As the Black Armed Guard grew in notoriety, the Klan shifted their focus from individual civil rights efforts to the Williams family. As the Williams drove around the city, local racists often pelted their car with rocks. It became such a common occurrence that Nationwide canceled the comprehensive and collision portions of their auto insurance.
Leaving the United States
In 1961, when The Freedom Riders arrived in Monroe, North Carolina, they faced racist violence and turned to the local NAACP and the Black Armed Guard for help. While the NAACP housed The Freedom Riders, riots erupted throughout Monroe. A white couple found themselves in the Black section on Monroe, and they were quickly surrounded by Black rioters. The Williams sheltered the white couple in their home to wait out the riot.

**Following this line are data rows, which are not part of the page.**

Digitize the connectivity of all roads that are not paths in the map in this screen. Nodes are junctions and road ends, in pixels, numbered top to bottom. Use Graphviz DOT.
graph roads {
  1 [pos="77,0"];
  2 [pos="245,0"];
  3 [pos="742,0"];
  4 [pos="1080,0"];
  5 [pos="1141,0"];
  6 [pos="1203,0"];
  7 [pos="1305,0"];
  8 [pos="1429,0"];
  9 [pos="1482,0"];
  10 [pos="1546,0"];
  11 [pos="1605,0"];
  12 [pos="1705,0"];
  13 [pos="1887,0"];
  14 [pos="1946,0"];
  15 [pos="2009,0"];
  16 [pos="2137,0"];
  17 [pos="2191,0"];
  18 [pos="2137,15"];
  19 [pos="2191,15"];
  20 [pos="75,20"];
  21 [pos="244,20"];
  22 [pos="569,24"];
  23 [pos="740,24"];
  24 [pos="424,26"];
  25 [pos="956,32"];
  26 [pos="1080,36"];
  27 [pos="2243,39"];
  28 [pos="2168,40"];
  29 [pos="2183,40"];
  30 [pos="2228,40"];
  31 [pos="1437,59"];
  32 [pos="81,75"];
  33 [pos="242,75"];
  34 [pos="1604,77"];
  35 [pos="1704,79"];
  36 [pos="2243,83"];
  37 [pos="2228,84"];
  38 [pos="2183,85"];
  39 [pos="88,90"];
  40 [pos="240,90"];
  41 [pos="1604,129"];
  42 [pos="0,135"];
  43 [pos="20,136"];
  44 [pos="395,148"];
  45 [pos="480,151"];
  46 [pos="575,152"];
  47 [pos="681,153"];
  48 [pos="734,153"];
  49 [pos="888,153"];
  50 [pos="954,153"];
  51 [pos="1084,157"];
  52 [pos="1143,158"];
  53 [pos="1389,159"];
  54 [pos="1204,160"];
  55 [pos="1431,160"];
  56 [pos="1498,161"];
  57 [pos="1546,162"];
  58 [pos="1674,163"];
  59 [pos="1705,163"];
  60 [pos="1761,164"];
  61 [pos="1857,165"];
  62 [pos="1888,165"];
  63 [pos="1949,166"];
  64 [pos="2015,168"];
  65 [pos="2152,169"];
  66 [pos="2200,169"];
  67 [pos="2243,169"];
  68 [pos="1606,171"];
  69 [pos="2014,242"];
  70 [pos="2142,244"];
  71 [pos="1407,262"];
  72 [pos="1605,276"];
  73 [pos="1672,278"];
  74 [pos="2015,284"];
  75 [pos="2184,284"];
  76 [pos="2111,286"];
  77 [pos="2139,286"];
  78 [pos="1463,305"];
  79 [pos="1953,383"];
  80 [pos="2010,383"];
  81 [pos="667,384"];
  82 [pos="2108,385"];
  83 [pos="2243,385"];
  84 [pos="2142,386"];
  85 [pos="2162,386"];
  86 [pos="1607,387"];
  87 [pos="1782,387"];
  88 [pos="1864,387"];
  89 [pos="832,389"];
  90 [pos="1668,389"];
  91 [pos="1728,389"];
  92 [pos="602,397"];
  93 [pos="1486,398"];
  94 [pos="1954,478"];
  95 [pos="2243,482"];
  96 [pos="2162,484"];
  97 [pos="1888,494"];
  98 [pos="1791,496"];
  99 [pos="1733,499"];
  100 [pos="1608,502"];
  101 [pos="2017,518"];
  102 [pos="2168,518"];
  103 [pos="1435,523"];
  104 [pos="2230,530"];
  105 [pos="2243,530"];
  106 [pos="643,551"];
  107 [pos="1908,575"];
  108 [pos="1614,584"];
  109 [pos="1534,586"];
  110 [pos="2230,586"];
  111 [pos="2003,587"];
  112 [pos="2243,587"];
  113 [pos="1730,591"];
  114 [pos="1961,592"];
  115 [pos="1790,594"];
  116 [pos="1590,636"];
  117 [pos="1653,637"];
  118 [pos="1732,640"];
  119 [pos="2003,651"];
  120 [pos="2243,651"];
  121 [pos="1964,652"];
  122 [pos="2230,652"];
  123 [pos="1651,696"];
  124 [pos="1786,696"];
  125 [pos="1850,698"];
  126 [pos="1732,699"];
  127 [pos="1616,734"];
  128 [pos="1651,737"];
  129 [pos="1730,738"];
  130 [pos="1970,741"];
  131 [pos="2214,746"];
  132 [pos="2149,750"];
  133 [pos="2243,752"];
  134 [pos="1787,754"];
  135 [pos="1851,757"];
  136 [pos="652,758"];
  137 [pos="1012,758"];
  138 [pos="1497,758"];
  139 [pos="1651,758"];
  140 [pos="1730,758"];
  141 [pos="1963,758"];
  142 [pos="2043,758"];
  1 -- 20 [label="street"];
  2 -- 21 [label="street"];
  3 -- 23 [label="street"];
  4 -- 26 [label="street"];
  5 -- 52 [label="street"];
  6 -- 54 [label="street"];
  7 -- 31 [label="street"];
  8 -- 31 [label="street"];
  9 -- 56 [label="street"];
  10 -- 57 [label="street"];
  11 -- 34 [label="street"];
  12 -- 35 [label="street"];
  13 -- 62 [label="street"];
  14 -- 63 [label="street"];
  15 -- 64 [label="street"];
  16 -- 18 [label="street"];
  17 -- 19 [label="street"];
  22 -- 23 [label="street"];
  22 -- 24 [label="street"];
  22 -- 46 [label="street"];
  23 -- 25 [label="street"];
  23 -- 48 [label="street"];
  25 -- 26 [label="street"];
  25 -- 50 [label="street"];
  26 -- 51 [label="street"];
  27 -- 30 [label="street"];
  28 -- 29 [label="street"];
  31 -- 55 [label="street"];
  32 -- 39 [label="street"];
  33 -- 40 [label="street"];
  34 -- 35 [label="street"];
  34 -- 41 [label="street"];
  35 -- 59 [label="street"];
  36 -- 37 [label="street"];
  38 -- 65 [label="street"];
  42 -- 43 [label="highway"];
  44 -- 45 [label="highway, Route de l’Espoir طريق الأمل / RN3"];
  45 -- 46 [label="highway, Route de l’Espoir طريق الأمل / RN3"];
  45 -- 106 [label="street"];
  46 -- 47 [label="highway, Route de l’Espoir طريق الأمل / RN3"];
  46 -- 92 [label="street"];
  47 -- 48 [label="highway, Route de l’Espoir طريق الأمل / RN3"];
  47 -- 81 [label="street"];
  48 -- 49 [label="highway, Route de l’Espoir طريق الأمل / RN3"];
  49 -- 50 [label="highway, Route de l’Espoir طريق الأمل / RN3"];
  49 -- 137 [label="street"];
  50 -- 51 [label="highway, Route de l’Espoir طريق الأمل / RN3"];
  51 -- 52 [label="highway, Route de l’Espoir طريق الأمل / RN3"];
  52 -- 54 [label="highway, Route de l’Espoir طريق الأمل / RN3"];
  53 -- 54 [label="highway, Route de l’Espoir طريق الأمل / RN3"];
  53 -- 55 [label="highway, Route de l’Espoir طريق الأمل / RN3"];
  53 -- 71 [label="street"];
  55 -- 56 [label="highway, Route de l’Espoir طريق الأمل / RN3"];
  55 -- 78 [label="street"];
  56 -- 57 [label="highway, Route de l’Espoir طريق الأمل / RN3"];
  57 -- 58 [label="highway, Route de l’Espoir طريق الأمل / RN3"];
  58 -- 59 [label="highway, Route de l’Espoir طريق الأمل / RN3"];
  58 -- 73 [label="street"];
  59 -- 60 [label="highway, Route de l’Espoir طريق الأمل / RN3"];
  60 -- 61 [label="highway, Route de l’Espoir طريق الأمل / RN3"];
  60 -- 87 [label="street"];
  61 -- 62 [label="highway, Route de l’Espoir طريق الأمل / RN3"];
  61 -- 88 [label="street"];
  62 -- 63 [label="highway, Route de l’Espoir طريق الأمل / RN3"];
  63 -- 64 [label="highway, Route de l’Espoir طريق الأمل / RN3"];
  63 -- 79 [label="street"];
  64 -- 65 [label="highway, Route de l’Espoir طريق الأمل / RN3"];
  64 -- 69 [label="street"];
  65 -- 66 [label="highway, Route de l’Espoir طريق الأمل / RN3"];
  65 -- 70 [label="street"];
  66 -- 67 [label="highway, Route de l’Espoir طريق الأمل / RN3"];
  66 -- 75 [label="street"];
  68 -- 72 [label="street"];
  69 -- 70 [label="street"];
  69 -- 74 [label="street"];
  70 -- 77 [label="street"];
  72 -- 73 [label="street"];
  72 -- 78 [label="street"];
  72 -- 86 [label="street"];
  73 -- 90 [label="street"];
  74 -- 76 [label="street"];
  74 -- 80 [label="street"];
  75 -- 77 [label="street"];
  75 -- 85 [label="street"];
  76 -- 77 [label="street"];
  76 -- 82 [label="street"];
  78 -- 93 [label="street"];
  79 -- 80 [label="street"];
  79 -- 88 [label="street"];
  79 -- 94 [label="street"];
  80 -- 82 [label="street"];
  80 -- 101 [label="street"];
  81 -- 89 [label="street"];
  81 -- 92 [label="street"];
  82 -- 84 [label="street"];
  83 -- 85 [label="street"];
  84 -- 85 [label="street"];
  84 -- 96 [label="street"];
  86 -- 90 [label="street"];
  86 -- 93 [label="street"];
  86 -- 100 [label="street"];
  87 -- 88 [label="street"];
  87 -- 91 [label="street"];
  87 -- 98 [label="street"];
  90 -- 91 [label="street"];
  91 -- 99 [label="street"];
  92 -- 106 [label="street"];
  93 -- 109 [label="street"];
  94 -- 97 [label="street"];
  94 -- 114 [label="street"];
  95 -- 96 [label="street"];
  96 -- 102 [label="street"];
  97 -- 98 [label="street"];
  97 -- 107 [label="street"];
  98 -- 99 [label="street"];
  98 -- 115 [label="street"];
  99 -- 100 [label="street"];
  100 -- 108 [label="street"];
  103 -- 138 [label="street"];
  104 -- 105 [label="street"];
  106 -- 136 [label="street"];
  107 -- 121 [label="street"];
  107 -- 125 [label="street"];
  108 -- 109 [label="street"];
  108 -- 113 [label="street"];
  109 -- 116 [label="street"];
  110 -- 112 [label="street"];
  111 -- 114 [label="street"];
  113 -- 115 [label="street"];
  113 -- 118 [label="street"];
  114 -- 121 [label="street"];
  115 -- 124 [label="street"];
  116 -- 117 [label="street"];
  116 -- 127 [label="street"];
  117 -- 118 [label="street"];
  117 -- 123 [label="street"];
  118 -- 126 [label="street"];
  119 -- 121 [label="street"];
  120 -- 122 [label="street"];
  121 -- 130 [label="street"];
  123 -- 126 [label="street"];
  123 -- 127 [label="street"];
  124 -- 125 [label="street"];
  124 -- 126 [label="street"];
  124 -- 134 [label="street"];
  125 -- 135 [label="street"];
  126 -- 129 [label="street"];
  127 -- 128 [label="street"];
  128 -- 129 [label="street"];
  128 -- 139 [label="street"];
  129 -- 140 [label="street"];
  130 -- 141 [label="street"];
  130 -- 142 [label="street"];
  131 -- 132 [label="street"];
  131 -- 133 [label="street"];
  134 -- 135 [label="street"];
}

This act of charity turned out to be the beginning of a huge controversy. Their relationship with the NAACP declined, and the NAACP suspended Robert Williams for advocating violence. Local law enforcement accused Robert Williams of kidnapping the white couple, and the Williams family fled North Carolina. This triggered FBI involvement. Once the FBI issued a wanted poster, they chose to leave the country.
“In Monroe, North Carolina we knew that the power structure in the local town was against us…But we didn’t know when we started fighting that the FBI was supporting the power structure.”
– Mabel Williams
While abroad, they continued to have significant impact on racial progress in the United States. They fled to Cuba, where they continued The Crusader and began Radio Free Dixie, a radio program addressed to Southern Black people with the assistance of Fidel Castro.

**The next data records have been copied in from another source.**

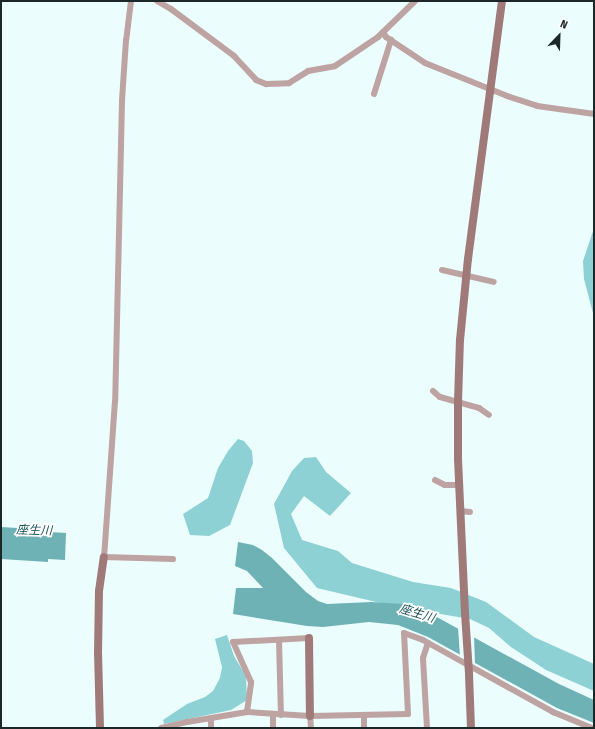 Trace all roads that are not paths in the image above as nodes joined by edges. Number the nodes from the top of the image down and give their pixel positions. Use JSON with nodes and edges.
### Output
{"nodes":[{"id":1,"x":131,"y":1,"type":"edge"},
{"id":2,"x":157,"y":1,"type":"edge"},
{"id":3,"x":415,"y":1,"type":"edge"},
{"id":4,"x":502,"y":1,"type":"edge"},
{"id":5,"x":383,"y":32,"type":"junction"},
{"id":6,"x":391,"y":40,"type":"junction"},
{"id":7,"x":491,"y":89,"type":"junction"},
{"id":8,"x":374,"y":94,"type":"dead end"},
{"id":9,"x":594,"y":114,"type":"edge"},
{"id":10,"x":442,"y":270,"type":"dead end"},
{"id":11,"x":466,"y":276,"type":"junction"},
{"id":12,"x":494,"y":282,"type":"dead end"},
{"id":13,"x":432,"y":391,"type":"dead end"},
{"id":14,"x":458,"y":402,"type":"junction"},
{"id":15,"x":489,"y":415,"type":"dead end"},
{"id":16,"x":435,"y":480,"type":"dead end"},
{"id":17,"x":459,"y":485,"type":"junction"},
{"id":18,"x":460,"y":511,"type":"junction"},
{"id":19,"x":470,"y":512,"type":"dead end"},
{"id":20,"x":104,"y":556,"type":"junction"},
{"id":21,"x":173,"y":558,"type":"dead end"},
{"id":22,"x":309,"y":638,"type":"joint"},
{"id":23,"x":279,"y":640,"type":"junction"},
{"id":24,"x":428,"y":643,"type":"junction"},
{"id":25,"x":247,"y":712,"type":"junction"},
{"id":26,"x":273,"y":714,"type":"junction"},
{"id":27,"x":281,"y":715,"type":"junction"},
{"id":28,"x":364,"y":715,"type":"junction"},
{"id":29,"x":310,"y":716,"type":"junction"},
{"id":30,"x":211,"y":718,"type":"junction"},
{"id":31,"x":100,"y":728,"type":"edge"},
{"id":32,"x":161,"y":728,"type":"edge"},
{"id":33,"x":211,"y":728,"type":"edge"},
{"id":34,"x":273,"y":728,"type":"edge"},
{"id":35,"x":311,"y":728,"type":"edge"},
{"id":36,"x":364,"y":728,"type":"edge"},
{"id":37,"x":427,"y":728,"type":"edge"},
{"id":38,"x":471,"y":728,"type":"edge"},
{"id":39,"x":592,"y":728,"type":"edge"}],
"edges":[{"from":1,"to":20,"type":"street"},
{"from":2,"to":5,"type":"street"},
{"from":3,"to":5,"type":"street"},
{"from":4,"to":7,"type":"street"},
{"from":5,"to":6,"type":"street"},
{"from":6,"to":7,"type":"street"},
{"from":6,"to":8,"type":"street"},
{"from":7,"to":9,"type":"street"},
{"from":7,"to":11,"type":"street"},
{"from":10,"to":11,"type":"street"},
{"from":11,"to":12,"type":"street"},
{"from":11,"to":14,"type":"street"},
{"from":13,"to":14,"type":"street"},
{"from":14,"to":15,"type":"street"},
{"from":14,"to":17,"type":"street"},
{"from":16,"to":17,"type":"street"},
{"from":17,"to":18,"type":"street"},
{"from":18,"to":19,"type":"street"},
{"from":18,"to":38,"type":"street","bridge":true},
{"from":20,"to":21,"type":"street"},
{"from":20,"to":31,"type":"street"},
{"from":22,"to":23,"type":"street"},
{"from":22,"to":29,"type":"street"},
{"from":23,"to":25,"type":"street"},
{"from":23,"to":27,"type":"street"},
{"from":24,"to":28,"type":"street"},
{"from":24,"to":37,"type":"street"},
{"from":24,"to":39,"type":"street"},
{"from":25,"to":26,"type":"street"},
{"from":25,"to":30,"type":"street"},
{"from":26,"to":27,"type":"street"},
{"from":26,"to":34,"type":"street"},
{"from":27,"to":29,"type":"street"},
{"from":28,"to":29,"type":"street"},
{"from":28,"to":36,"type":"street"},
{"from":29,"to":35,"type":"street"},
{"from":30,"to":32,"type":"street"},
{"from":30,"to":33,"type":"street"}]} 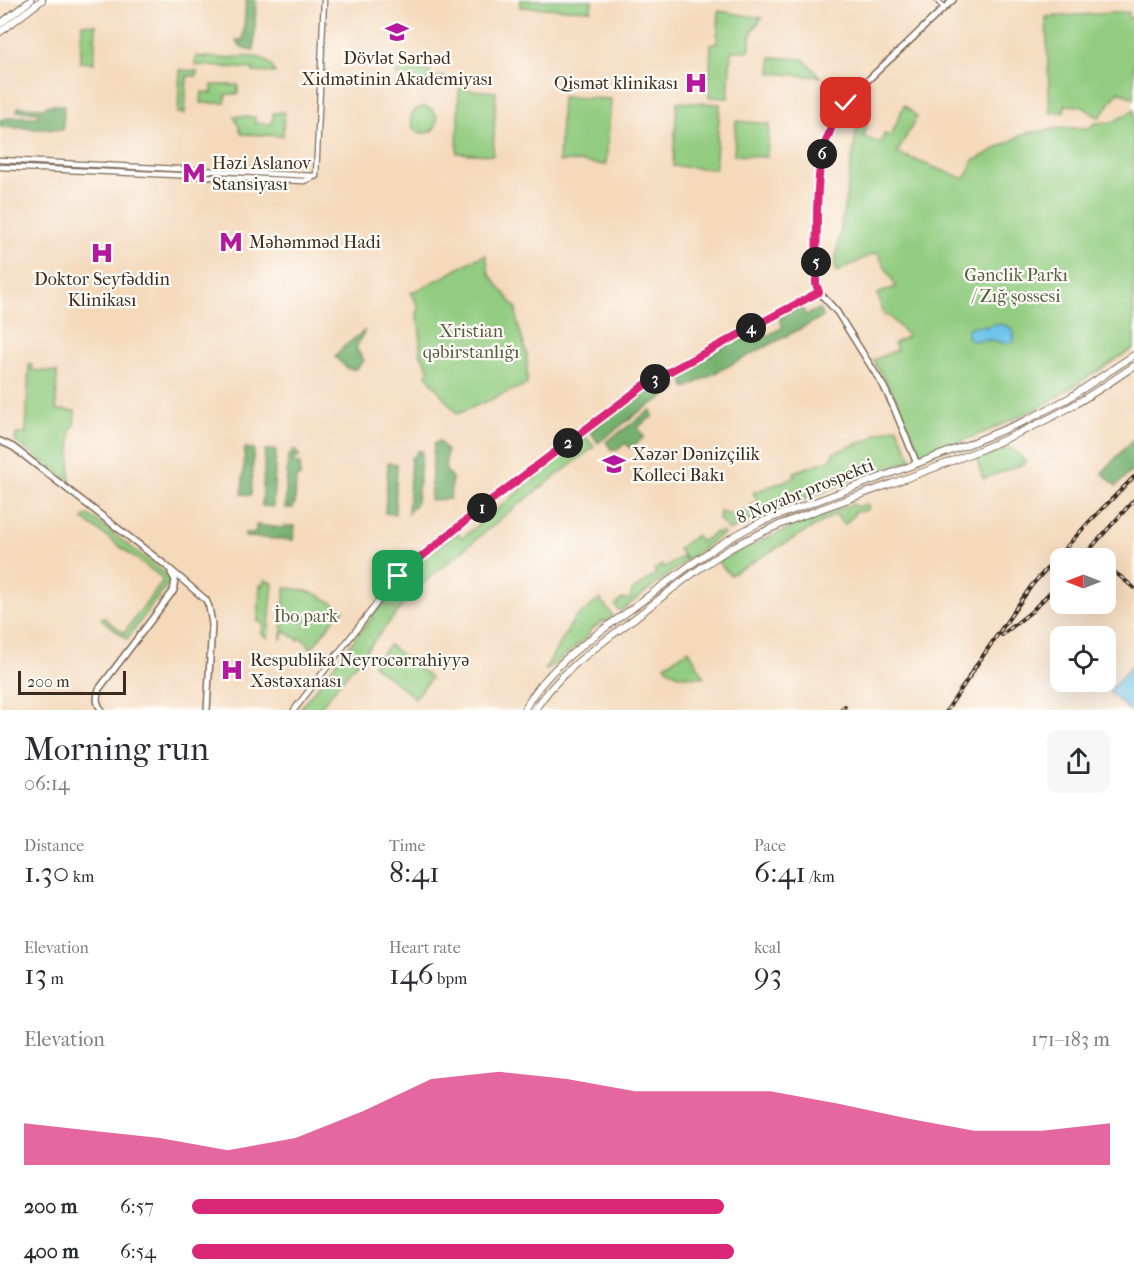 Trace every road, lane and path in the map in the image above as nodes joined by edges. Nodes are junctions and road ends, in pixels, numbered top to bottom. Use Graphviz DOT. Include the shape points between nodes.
graph roads {
  1 [pos="32,0"];
  2 [pos="42,0"];
  3 [pos="324,0"];
  4 [pos="937,0"];
  5 [pos="953,0"];
  6 [pos="944,8"];
  7 [pos="0,24"];
  8 [pos="0,32"];
  9 [pos="0,160"];
  10 [pos="0,166"];
  11 [pos="191,173"];
  12 [pos="819,292"];
  13 [pos="1134,355"];
  14 [pos="1134,366"];
  15 [pos="0,442"];
  16 [pos="8,445"];
  17 [pos="917,464"];
  18 [pos="919,473"];
  19 [pos="182,579"];
  20 [pos="173,592"];
  21 [pos="102,710"];
  22 [pos="207,710"];
  23 [pos="294,710"];
  24 [pos="524,710"];
  25 [pos="535,710"];
  1 -- 7 [label="main road"];
  2 -- 8 [label="main road"];
  3 -- 11 [label="street" via="316,176 304,181"];
  4 -- 6 [label="street"];
  5 -- 6 [label="main road"];
  6 -- 12 [label="main road" via="851,97 830,130 819,170"];
  9 -- 11 [label="street"];
  10 -- 11 [label="street"];
  12 -- 17 [label="main road" via="837,312 884,387"];
  12 -- 23 [label="street" via="646,384 490,501 398,576"];
  13 -- 17 [label="main road, 8 Noyabr prospekti" via="1069,398 1025,421"];
  14 -- 18 [label="main road, 8 Noyabr prospekti" via="1073,406 1011,437"];
  15 -- 16 [label="main road"];
  16 -- 19 [label="main road"];
  16 -- 20 [label="main road" via="170,572 175,580"];
  17 -- 18 [label="main road"];
  17 -- 24 [label="main road, 8 Noyabr prospekti" via="730,537 564,661"];
  18 -- 25 [label="main road, 8 Noyabr prospekti" via="822,508 727,551 579,661 553,685"];
  19 -- 20 [label="main road"];
  19 -- 22 [label="main road" via="203,596 210,612"];
  20 -- 21 [label="main road" via="99,689 97,701"];
}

Robert Williams also wrote and published Negroes with Guns from Cuba, which would prove to be an influential publication with significant impact on The Black Panthers and other progressive Black organizations. In 1962, Mabel & Robert Williams publicly advocated for Black dissent within the US military during the Cuban Missile Crisis. Despite his absence, Revolutionary Action Movement elected Robert Williams as their president in 1964. Mabel & Robert Williams traveled to North Vietnam and China, where they encouraged armed engagement with the United States.
While abroad, the US government feared Robert Williams’s significance to Black activists in the states. There were whispers that people were seeking political office for Williams, perhaps even the presidency. Further, the FBI suspected that Williams’s militant revolutionary status could be destabilizing. In 1969, the couple returned to the States. Robert Williams was almost immediately arrested for kidnapping and extradited back to North Carolina. Despite his prolonged absence, several notable figured took an interest in his defense. William Kunstler represented Robert Williams, and the State of North Carolina eventually dropped all charges.

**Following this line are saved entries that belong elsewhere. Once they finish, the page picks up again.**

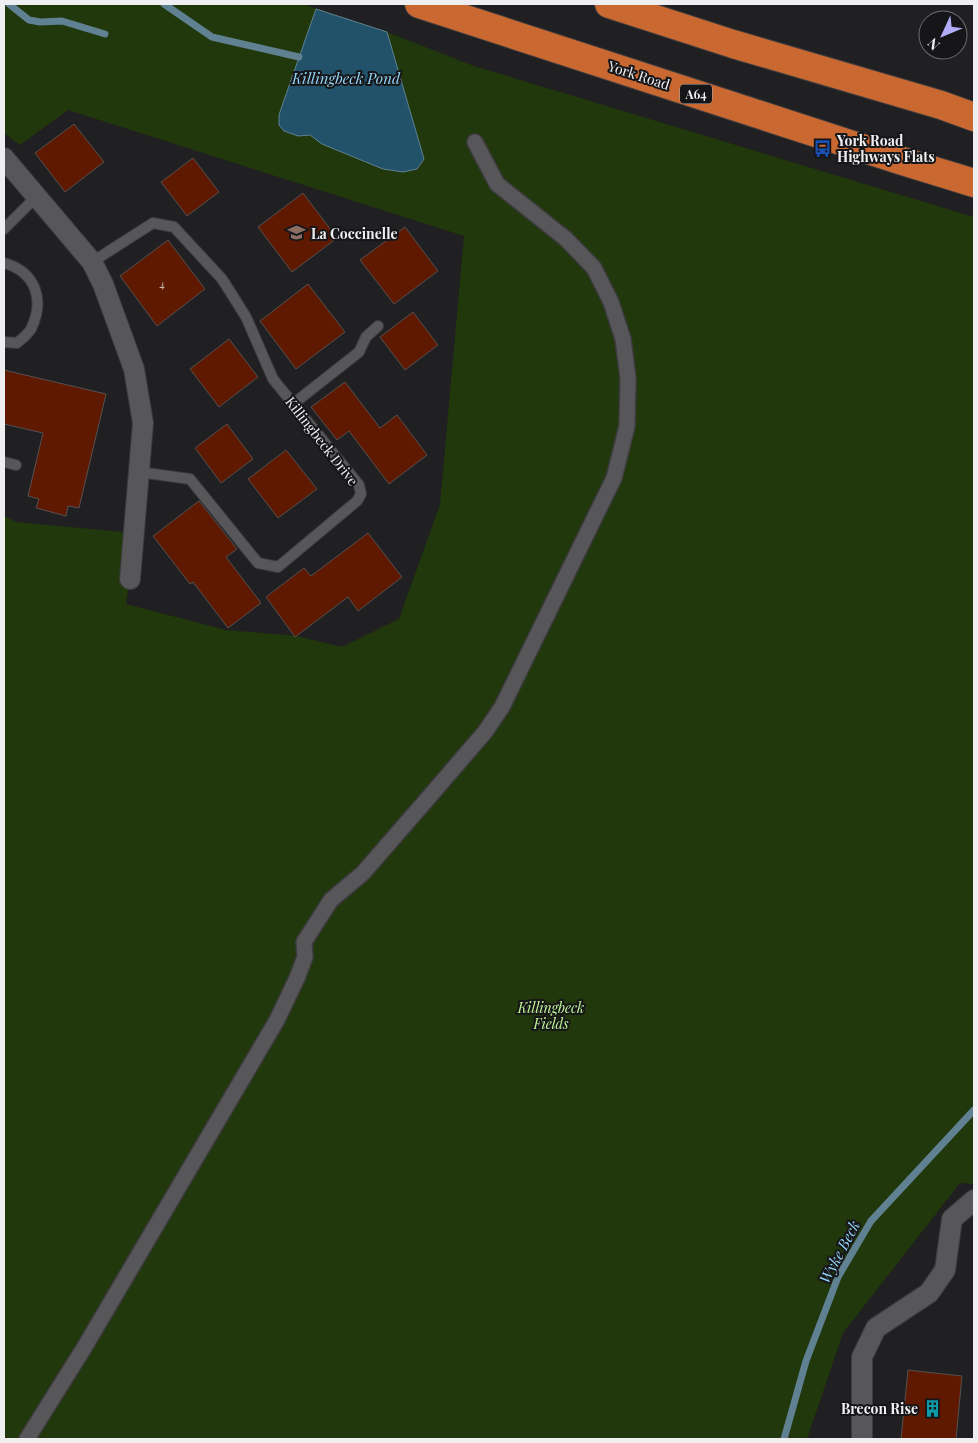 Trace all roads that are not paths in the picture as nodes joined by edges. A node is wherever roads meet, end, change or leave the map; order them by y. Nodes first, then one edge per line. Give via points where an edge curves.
1 (419, 4) edge
2 (609, 4) edge
3 (974, 116) edge
4 (475, 142) dead end
5 (4, 158) edge
6 (974, 183) edge
7 (37, 196) junction
8 (4, 229) edge
9 (92, 262) junction
10 (4, 263) edge
11 (378, 326) dead end
12 (4, 342) edge
13 (293, 404) junction
14 (4, 462) edge
15 (16, 464) dead end
16 (139, 472) junction
17 (130, 579) dead end
18 (974, 1200) edge
19 (27, 1439) edge
20 (862, 1439) edge

1 - 6 highway, York Road / A64
2 - 3 highway
4 - 19 street via 497,184 566,240 594,268 612,302 624,339 628,378 627,426 614,478 502,707 485,732 363,873 331,900 304,942 305,957 277,1020
5 - 7 street
7 - 8 lane
7 - 9 street
9 - 13 lane, Killingbeck Drive via 153,223 174,227 222,279 246,317 273,379
9 - 16 street via 134,369 143,423
10 - 12 lane via 14,266 33,283 39,304 30,331 17,343
11 - 13 lane via 366,337 359,352
13 - 16 lane, Killingbeck Drive via 359,485 361,494 278,567 258,563 190,479
14 - 15 lane
16 - 17 street
18 - 20 street via 952,1219 945,1270 930,1293 876,1328 862,1357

The family relocated to Michigan, where Robert Williams worked for the University of Michigan’s Institute for Chinese Studies. He went on to assist the effort to open diplomatic relations between China and the United States. He died in 1996 of Hodgkins Lymphoma. Mabel Williams continued her work in social advocacy and volunteered extensively in her community. Although Robert Williams worked on his autobiography, he never published it. Mabel Williams went on to be the chief historian of their efforts in North Carolina, Cuba, and abroad. She past away in 2014.